In-vitro metabolomics to evaluate toxicity of particulate matter under environmentally realistic conditions

In this pilot study three fractions of particulate matter (PM _0.25, PM _2.5-0.25, and PM _10-2.5) were collected in three environments (classroom, home, and outdoors) in a village located nearby an industrial complex. Time-activity pattern of 20 students attending the classroom was obtained, and the dose of particles reaching the children's lungs under actual environmental conditions (i.e. real dose) was calculated via dosimetry model. The highest PM concentrations were reached in the classroom. Simulations showed that heavy intensity outdoor activities played a major role in PM deposition, especially in the upper part of the respiratory tract. The mass of PM _10-2.5 reaching the alveoli was minor, while PM _2.5-0.25 and PM _0.25 apportion for most of the PM mass retained in the lungs. Consequently, PM _2.5-0.25 and PM _0.25 were the only fractions used in two subsequent toxicity assays onto alveolar cells (A549).

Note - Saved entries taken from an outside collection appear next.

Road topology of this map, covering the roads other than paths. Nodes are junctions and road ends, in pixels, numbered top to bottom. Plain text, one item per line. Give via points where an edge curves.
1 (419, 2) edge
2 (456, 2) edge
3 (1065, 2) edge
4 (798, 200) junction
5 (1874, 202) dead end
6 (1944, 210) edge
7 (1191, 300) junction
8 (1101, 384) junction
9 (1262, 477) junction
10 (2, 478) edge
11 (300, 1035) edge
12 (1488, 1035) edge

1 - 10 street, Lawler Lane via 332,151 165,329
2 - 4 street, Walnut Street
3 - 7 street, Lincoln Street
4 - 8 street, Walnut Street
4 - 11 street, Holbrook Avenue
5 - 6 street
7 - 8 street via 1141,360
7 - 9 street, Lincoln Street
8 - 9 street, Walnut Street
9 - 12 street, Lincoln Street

First, a cytotoxicity dose-response assay was performed, and doses corresponding to 5% mortality (LC ₅) were estimated. Afterwards, two LC-MS metabolomic assays were conducted: one applying LC ₅, and another applying real dose. A lower estimated LC ₅ value was obtained for PM _0.25 than PM _2.5-0.25 (8.08 and 73.7 ng/mL respectively). The number of altered features after LC ₅ exposure was similar for both fractions (39 and 38 for PM _0.25 and PM _2.5-0.25 respectively), while after real dose exposure these numbers differed (10 and 5 for PM _0.25 and PM _2.5-0.25 respectively). The most metabolic changes were related to membrane and lung surfactant lipids. This study highlights the capacity of PM to alter metabolic profile of lung cells at conventional environmental levels.